Only some manipulations are mutations.#
OK, now an important nuance: not all manipulations of mutable objects change the object rather than create a new object. Sometimes when you do something to a mutable object, you get back a new object. Manipulations that change an existing object, rather than create a new one, are referred to as “in-place mutations” or just “mutations.” So:
All manipulations of immutable types create new objects
Some manipulations of mutable types create new objects
For example, appending something to the end of a list is an in-place mutation (the existing list is changed). But doing things like doubling up lists using the *
create new lists:
x = [2, 5, 3]
y = x
x = x * 2
x
[2, 5, 3, 2, 5, 3]
y
[2, 5, 3]
Similarly, taking a slice of a list gets you a new list:
x = [2, 5, 3]
y = x
x = x[0:2]
x
[2, 5]
y
[2, 5, 3]
A function’s documentation will almost always tell you if a function mutates a list in-place or not, and over time you’ll get a feel for what mutates and what doesn’t, but unfortunately in Python, there is no obvious way to be sure.
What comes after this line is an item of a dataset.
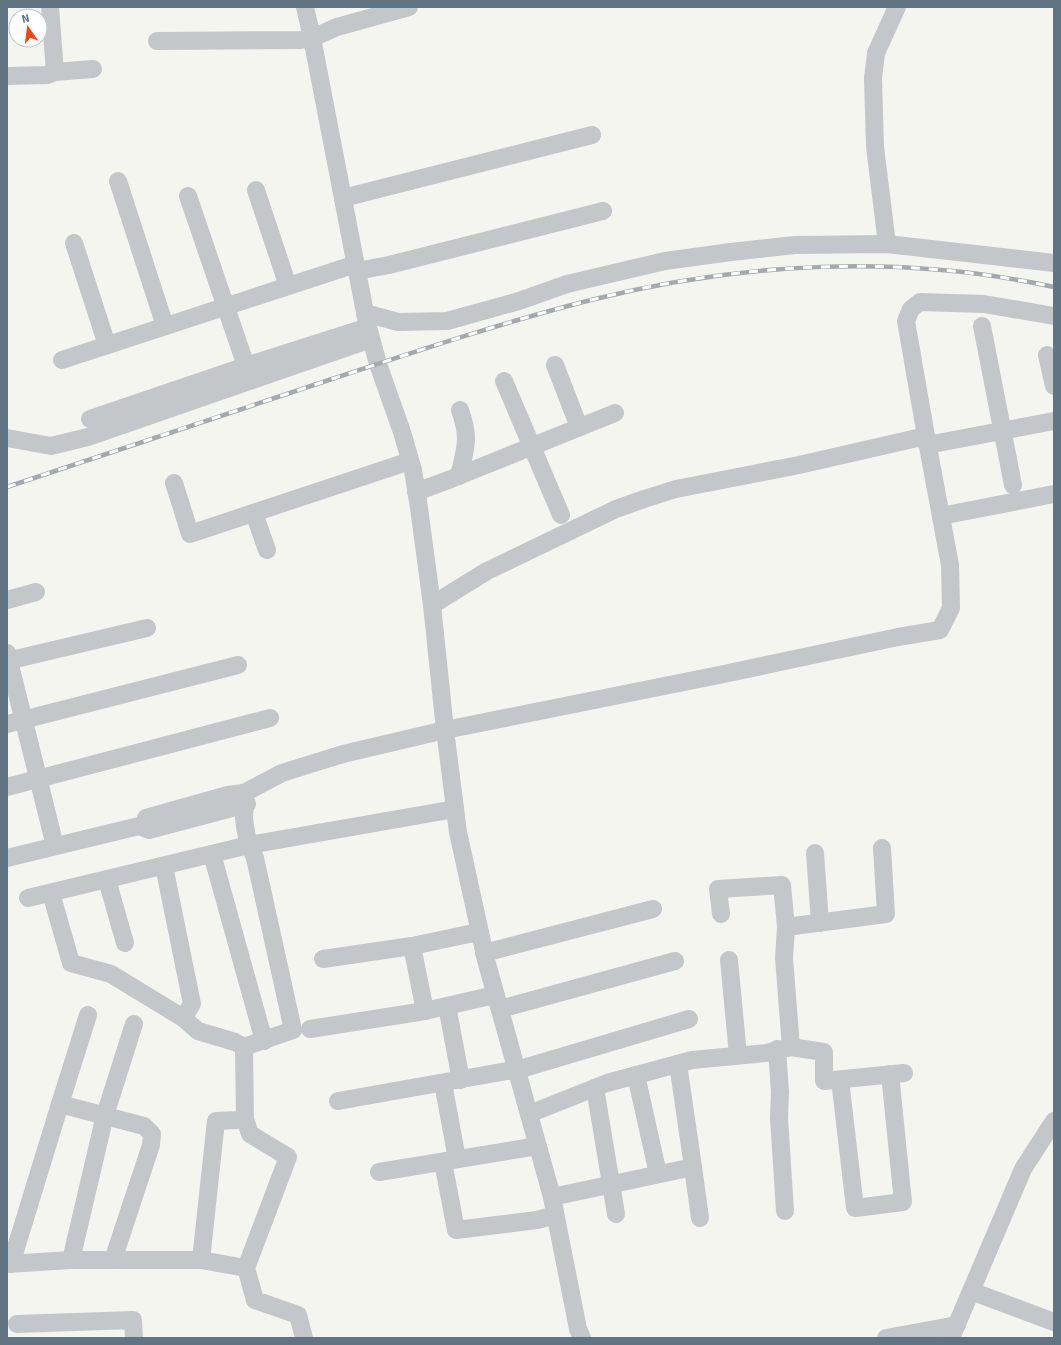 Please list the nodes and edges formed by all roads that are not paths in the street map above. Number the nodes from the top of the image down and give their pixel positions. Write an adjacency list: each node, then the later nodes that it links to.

Functions and Object References#
Another important thing to know is that the fact that different variables may all be pointing at the same object is preserved through function calls (a behavior known as “pass by object-reference”). So if you pass a list to a function, and that function manipulates that list using an in-place mutation, that change will affect any variable that was pointing to that same object outside the function.
x = [1, 2, 3]
y = x
def append_42(input_list):
input_list.append(42)
return input_list
append_42(x)
[1, 2, 3, 42]
x
[1, 2, 3, 42]
y
[1, 2, 3, 42]
Confused?#
Yeah, that’s reasonable. This is really tricky. Honestly, you probably won’t feel like you “get” this until you play around with it a lot (as we’ll do in class!).